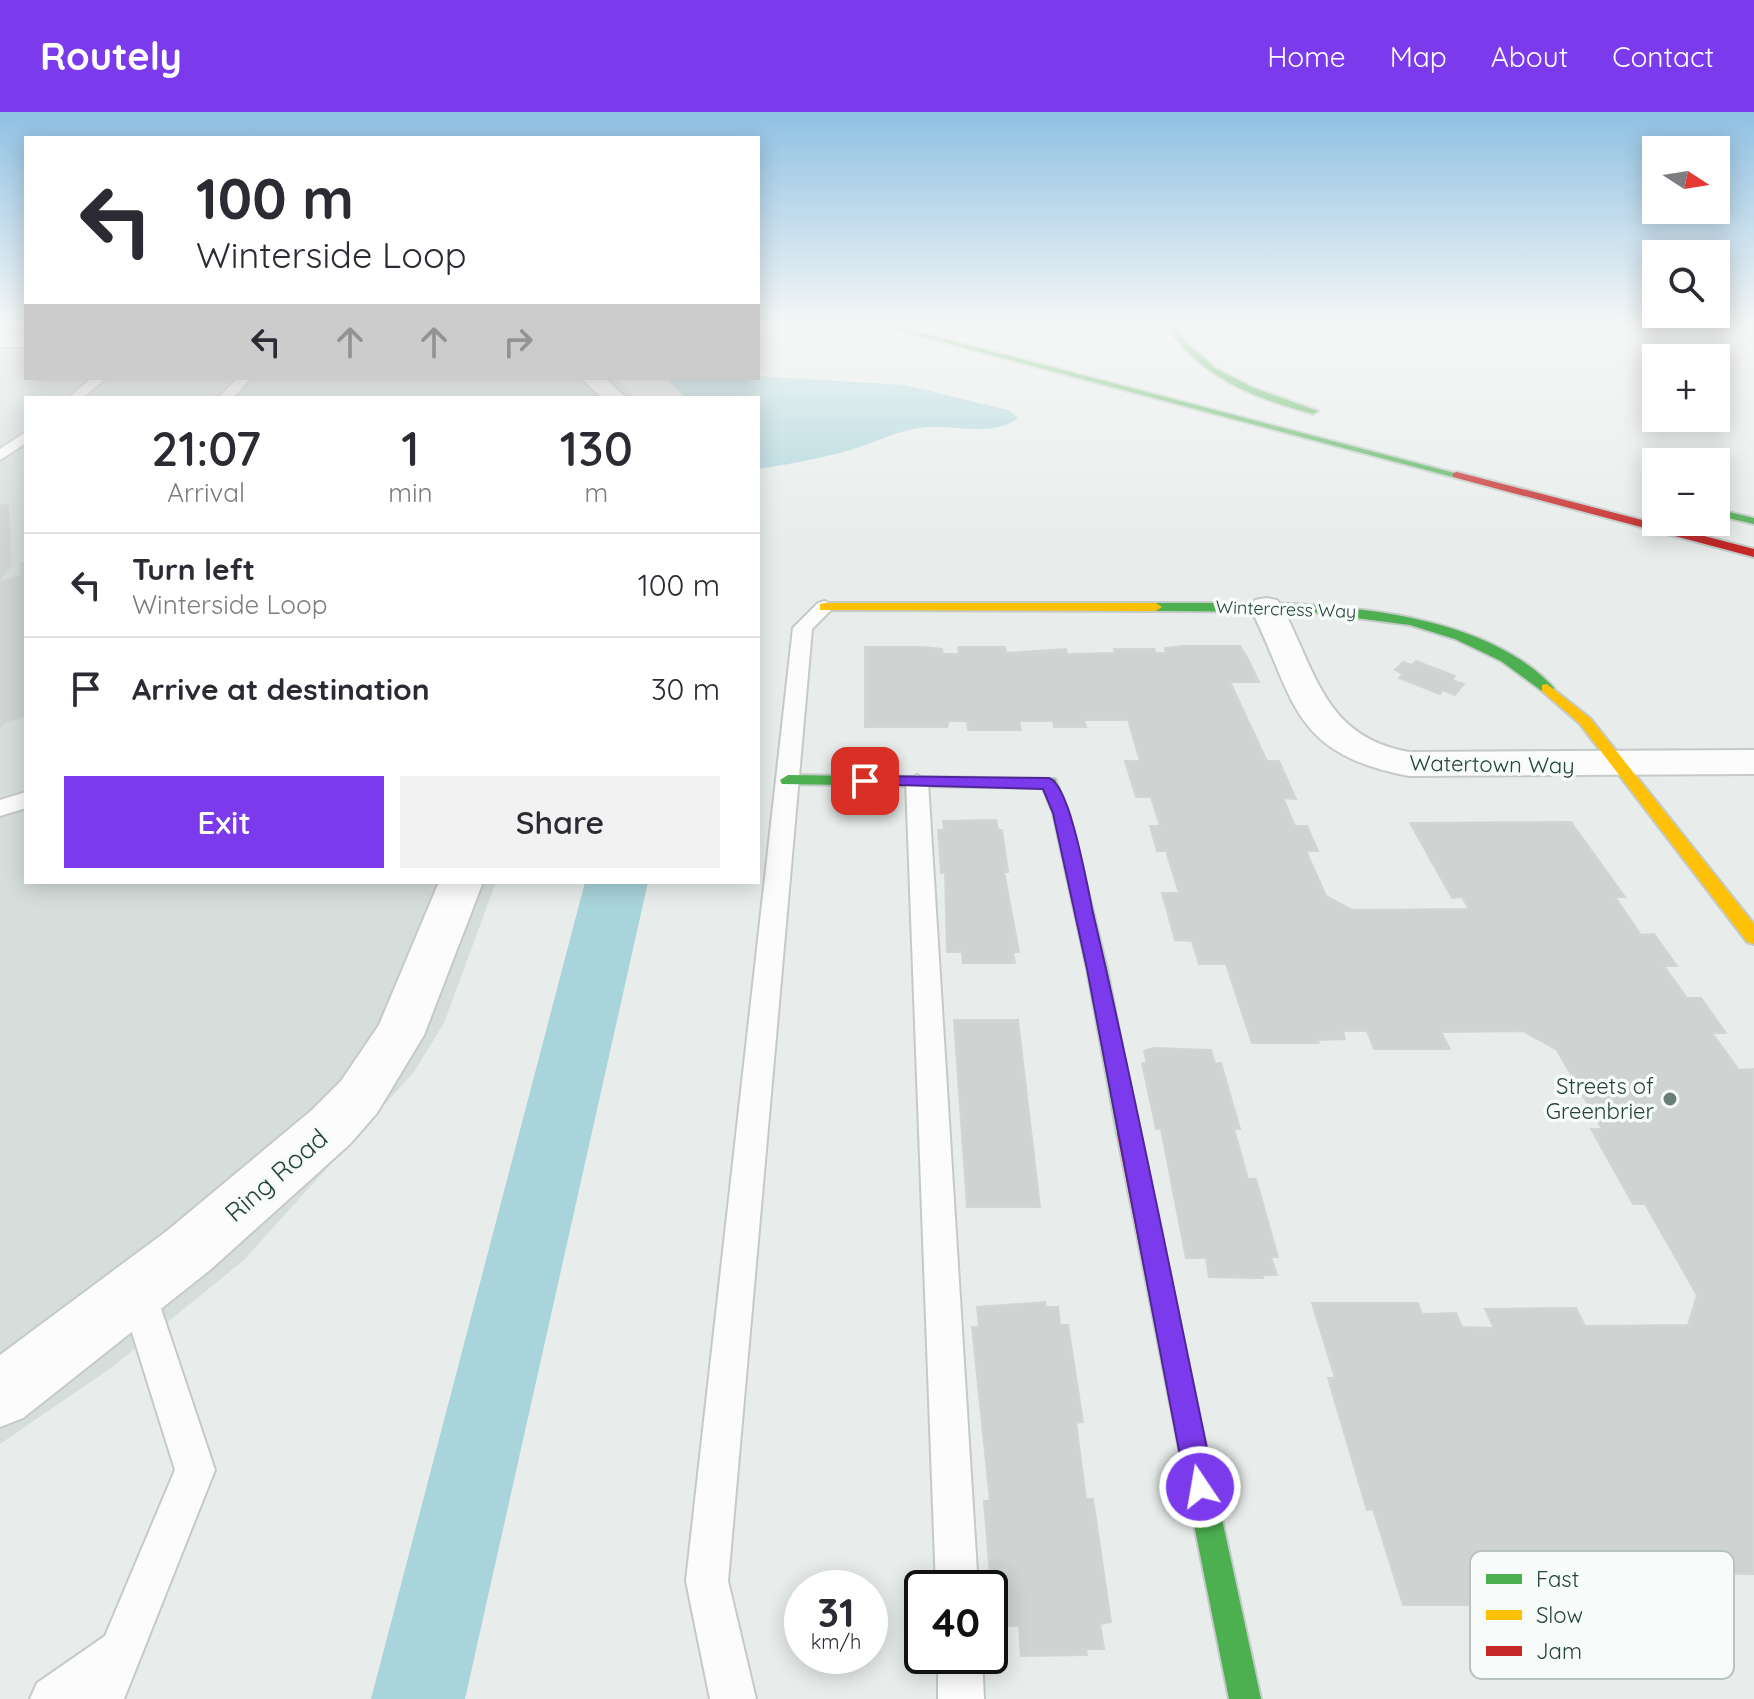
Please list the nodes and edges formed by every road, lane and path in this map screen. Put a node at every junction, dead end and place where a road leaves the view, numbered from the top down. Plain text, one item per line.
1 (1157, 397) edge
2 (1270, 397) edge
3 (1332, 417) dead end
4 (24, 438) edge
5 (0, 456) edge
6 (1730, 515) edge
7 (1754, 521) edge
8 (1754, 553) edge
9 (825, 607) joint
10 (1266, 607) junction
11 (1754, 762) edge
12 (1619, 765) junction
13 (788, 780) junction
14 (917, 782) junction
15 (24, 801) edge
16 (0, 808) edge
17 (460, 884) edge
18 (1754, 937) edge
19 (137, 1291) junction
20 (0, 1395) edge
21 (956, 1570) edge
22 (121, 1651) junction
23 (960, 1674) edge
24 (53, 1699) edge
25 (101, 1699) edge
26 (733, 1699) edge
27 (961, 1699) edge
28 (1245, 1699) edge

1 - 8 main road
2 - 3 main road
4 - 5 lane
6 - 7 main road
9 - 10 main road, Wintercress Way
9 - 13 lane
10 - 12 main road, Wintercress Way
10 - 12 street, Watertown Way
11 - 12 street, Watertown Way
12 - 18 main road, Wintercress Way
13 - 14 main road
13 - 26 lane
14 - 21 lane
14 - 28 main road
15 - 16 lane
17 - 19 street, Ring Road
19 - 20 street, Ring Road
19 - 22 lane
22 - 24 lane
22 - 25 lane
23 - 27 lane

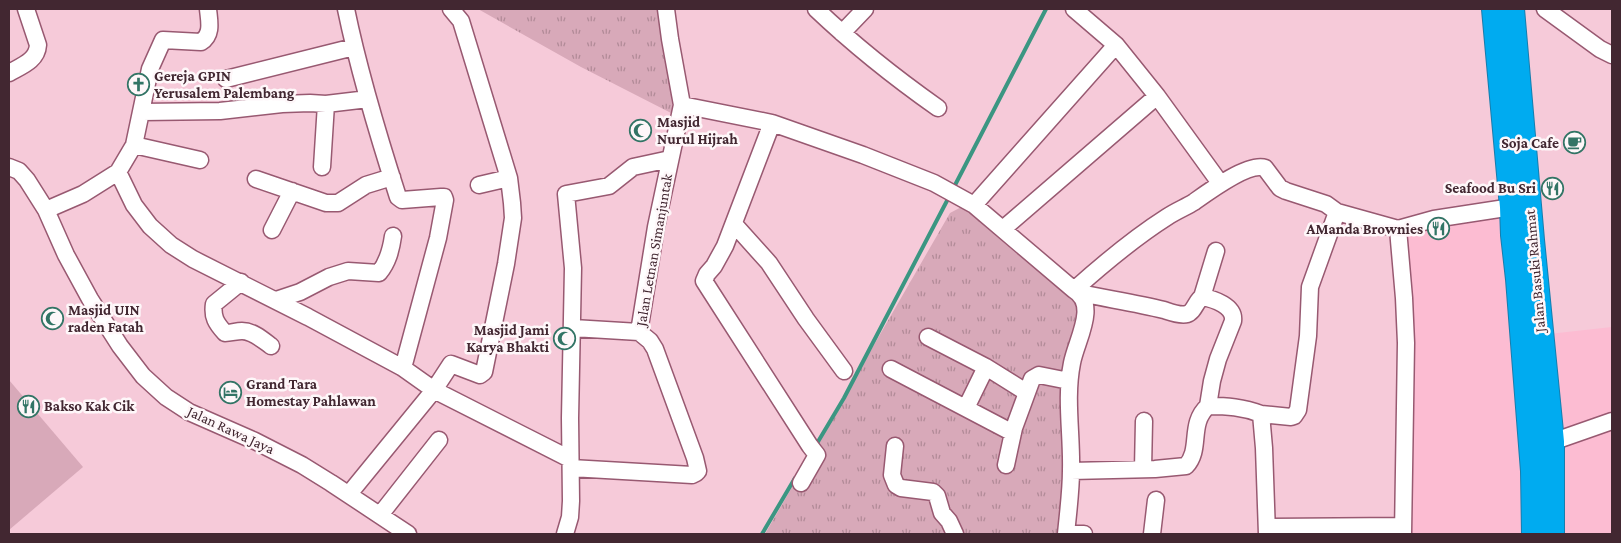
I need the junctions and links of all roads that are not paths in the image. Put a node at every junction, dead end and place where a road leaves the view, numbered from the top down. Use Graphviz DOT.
* * *
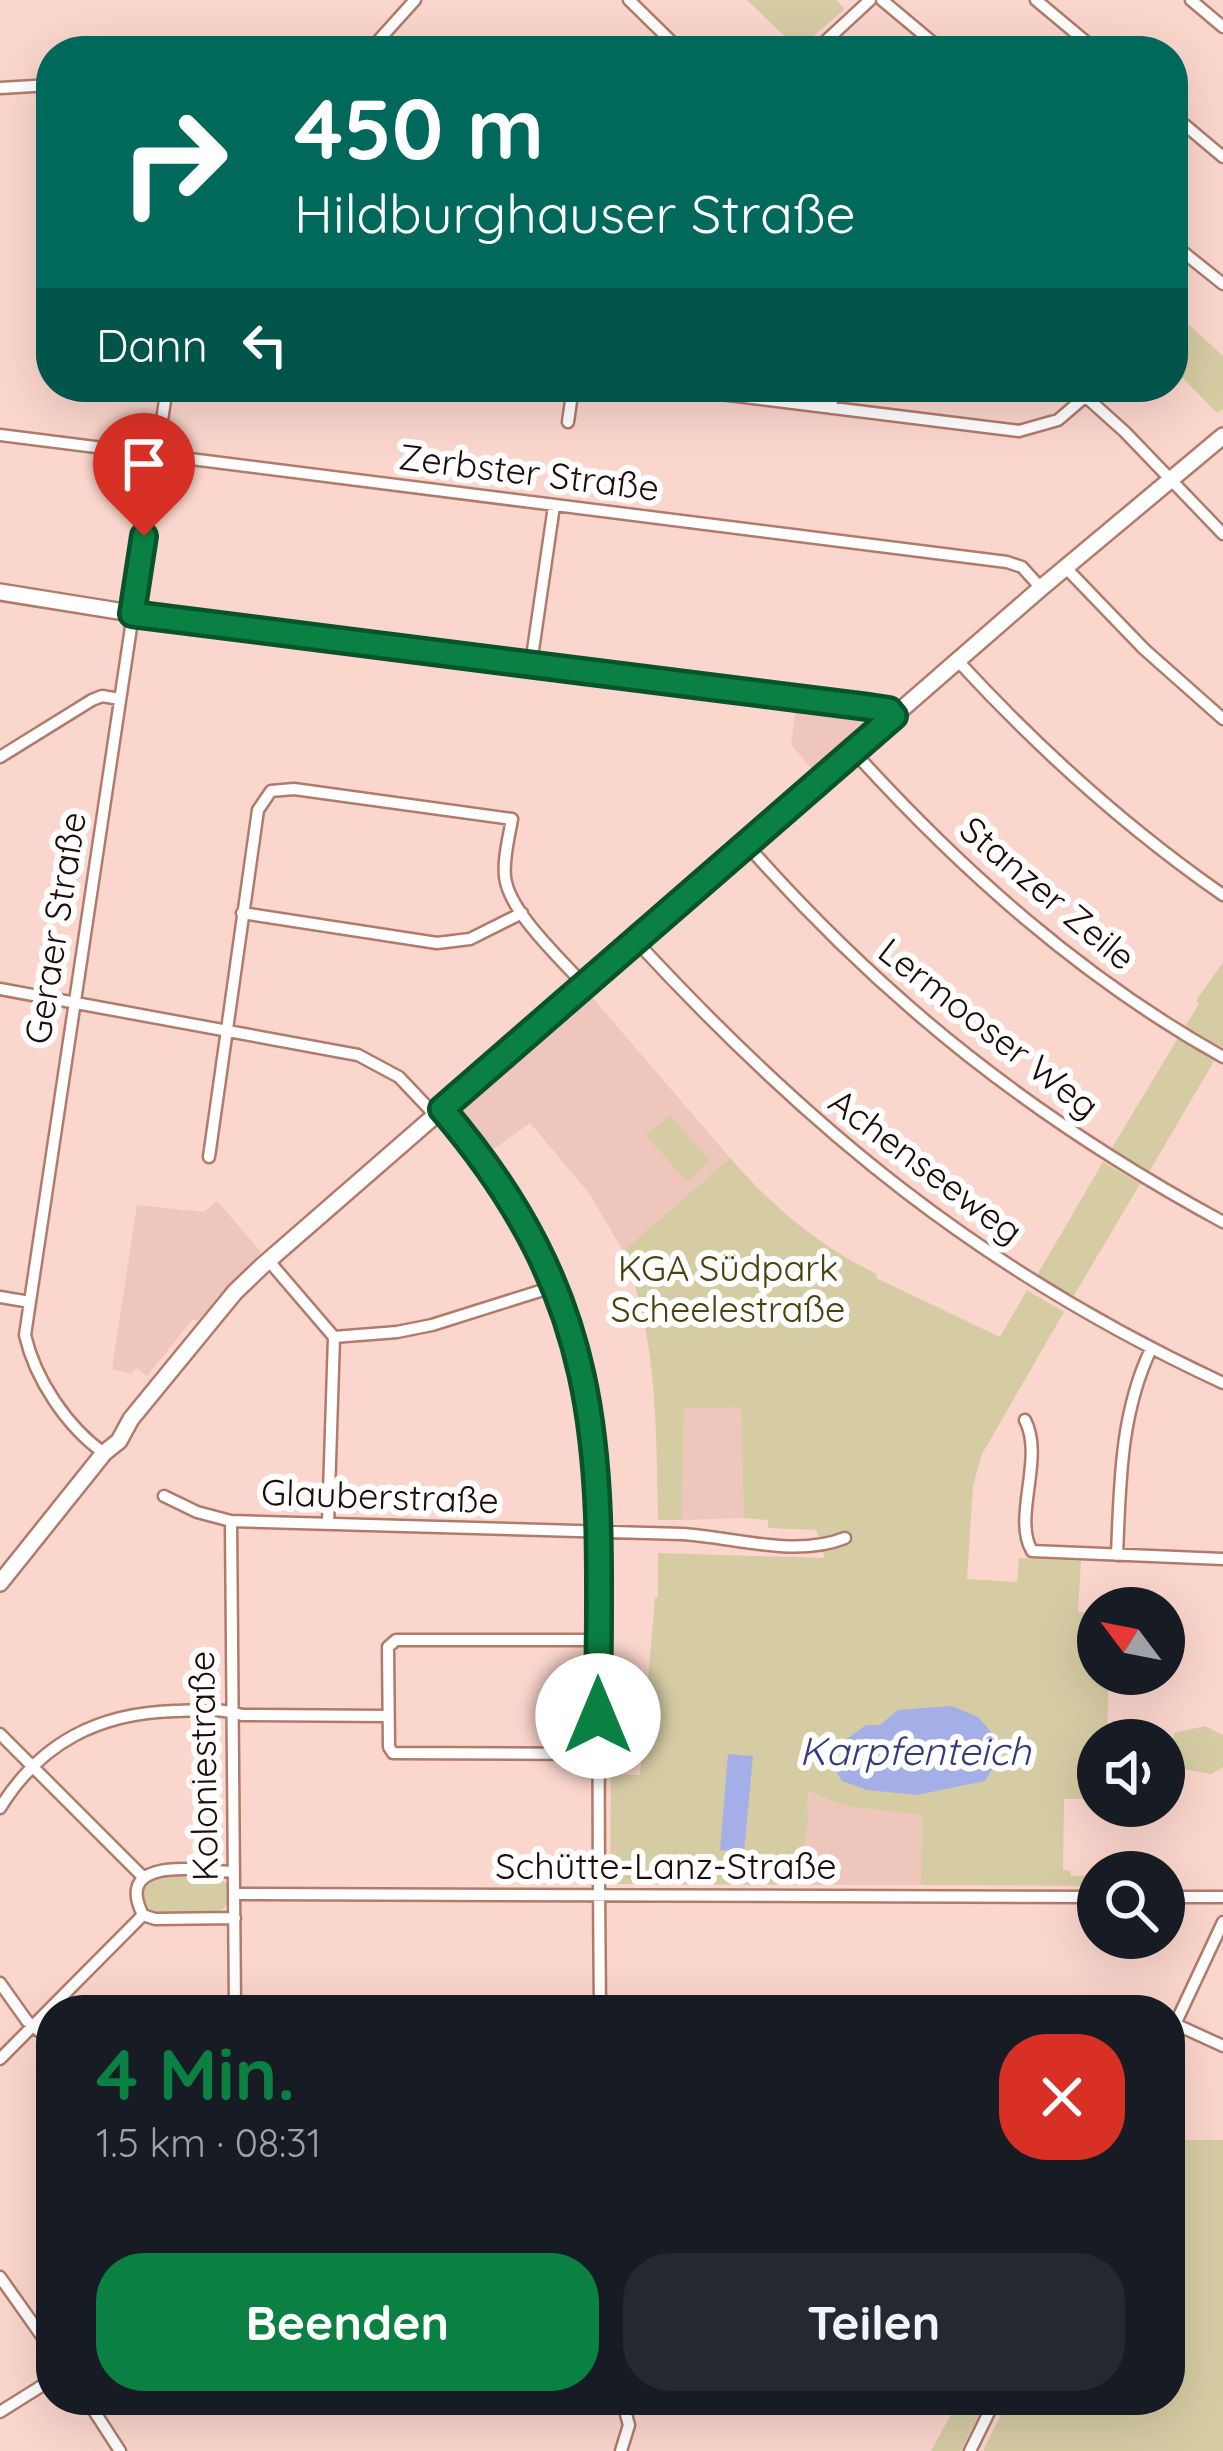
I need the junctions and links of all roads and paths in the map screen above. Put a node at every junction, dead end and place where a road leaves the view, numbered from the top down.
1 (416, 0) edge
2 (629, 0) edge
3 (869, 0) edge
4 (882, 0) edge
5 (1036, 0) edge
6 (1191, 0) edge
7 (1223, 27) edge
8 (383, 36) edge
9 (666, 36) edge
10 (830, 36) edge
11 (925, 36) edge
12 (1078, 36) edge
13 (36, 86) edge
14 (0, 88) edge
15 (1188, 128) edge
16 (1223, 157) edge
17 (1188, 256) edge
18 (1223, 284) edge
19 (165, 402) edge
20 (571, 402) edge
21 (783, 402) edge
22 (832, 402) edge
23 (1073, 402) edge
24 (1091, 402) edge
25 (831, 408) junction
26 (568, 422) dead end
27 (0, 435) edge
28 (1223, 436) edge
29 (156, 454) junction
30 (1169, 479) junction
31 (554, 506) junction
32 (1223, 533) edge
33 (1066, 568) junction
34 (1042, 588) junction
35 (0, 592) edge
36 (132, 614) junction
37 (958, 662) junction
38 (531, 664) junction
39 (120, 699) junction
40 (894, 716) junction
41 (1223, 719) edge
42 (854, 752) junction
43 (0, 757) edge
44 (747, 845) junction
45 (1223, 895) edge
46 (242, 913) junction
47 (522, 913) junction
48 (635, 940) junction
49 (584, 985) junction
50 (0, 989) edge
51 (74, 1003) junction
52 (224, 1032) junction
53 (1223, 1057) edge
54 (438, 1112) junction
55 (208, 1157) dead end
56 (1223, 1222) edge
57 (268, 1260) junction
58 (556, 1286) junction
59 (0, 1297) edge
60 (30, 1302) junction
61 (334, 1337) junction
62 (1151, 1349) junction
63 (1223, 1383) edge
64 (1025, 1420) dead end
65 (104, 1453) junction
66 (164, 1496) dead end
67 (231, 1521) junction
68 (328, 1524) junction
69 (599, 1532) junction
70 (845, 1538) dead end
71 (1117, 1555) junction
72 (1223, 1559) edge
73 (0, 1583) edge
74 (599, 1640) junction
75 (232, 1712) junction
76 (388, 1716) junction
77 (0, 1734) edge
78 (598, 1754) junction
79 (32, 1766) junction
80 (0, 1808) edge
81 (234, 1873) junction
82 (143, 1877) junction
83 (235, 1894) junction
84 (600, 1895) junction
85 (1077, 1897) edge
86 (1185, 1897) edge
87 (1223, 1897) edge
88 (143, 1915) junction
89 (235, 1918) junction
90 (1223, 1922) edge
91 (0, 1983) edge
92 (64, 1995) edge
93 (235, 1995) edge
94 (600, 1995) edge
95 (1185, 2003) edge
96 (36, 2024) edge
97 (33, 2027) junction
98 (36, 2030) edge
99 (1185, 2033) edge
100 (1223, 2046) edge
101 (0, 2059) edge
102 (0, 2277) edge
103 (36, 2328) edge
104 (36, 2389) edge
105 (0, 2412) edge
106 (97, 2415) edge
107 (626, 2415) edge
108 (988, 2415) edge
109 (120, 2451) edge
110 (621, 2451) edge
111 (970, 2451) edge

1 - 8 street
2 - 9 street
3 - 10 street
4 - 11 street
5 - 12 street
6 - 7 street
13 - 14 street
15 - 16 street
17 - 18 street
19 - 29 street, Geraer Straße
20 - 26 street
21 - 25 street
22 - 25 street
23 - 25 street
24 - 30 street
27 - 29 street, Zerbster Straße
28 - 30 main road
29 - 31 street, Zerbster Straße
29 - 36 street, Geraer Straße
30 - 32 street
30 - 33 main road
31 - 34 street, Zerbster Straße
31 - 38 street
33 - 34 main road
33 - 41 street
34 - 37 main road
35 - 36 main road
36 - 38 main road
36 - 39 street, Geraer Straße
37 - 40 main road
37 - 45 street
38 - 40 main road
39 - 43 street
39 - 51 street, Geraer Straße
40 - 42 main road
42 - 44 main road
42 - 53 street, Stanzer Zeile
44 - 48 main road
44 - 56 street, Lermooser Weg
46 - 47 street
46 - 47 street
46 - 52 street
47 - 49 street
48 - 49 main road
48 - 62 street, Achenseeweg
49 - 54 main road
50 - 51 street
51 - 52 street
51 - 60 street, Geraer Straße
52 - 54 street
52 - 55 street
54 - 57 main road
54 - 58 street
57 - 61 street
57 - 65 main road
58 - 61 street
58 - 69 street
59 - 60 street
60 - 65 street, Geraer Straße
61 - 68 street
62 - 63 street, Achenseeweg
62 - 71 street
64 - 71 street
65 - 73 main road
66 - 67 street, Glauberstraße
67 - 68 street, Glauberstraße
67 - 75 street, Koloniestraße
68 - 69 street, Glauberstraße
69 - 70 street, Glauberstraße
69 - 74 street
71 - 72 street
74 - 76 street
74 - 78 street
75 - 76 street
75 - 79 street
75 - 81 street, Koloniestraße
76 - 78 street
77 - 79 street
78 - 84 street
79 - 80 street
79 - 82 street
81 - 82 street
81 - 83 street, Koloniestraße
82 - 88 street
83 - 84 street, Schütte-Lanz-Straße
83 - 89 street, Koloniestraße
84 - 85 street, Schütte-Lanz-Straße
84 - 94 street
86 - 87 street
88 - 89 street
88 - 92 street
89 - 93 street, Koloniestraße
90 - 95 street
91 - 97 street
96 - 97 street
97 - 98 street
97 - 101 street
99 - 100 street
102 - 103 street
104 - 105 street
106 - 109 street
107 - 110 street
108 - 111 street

- [EXERCISE DIRECTIONS]: Produce an exact reproduction of the listing above, limited to the lines starting at the line with "Please list the" and ending at the line with "I need the junctions and links of all roads that", both kept, with every picture left out.

- [ANSWER TO THIS PROBLEM]:
Please list the nodes and edges formed by every road, lane and path in this map screen. Put a node at every junction, dead end and place where a road leaves the view, numbered from the top down. Plain text, one item per line.
1 (1157, 397) edge
2 (1270, 397) edge
3 (1332, 417) dead end
4 (24, 438) edge
5 (0, 456) edge
6 (1730, 515) edge
7 (1754, 521) edge
8 (1754, 553) edge
9 (825, 607) joint
10 (1266, 607) junction
11 (1754, 762) edge
12 (1619, 765) junction
13 (788, 780) junction
14 (917, 782) junction
15 (24, 801) edge
16 (0, 808) edge
17 (460, 884) edge
18 (1754, 937) edge
19 (137, 1291) junction
20 (0, 1395) edge
21 (956, 1570) edge
22 (121, 1651) junction
23 (960, 1674) edge
24 (53, 1699) edge
25 (101, 1699) edge
26 (733, 1699) edge
27 (961, 1699) edge
28 (1245, 1699) edge

1 - 8 main road
2 - 3 main road
4 - 5 lane
6 - 7 main road
9 - 10 main road, Wintercress Way
9 - 13 lane
10 - 12 main road, Wintercress Way
10 - 12 street, Watertown Way
11 - 12 street, Watertown Way
12 - 18 main road, Wintercress Way
13 - 14 main road
13 - 26 lane
14 - 21 lane
14 - 28 main road
15 - 16 lane
17 - 19 street, Ring Road
19 - 20 street, Ring Road
19 - 22 lane
22 - 24 lane
22 - 25 lane
23 - 27 lane

I need the junctions and links of all roads that are not paths in the image. Put a node at every junction, dead end and place where a road leaves the view, numbered from the top down. Use Graphviz DOT.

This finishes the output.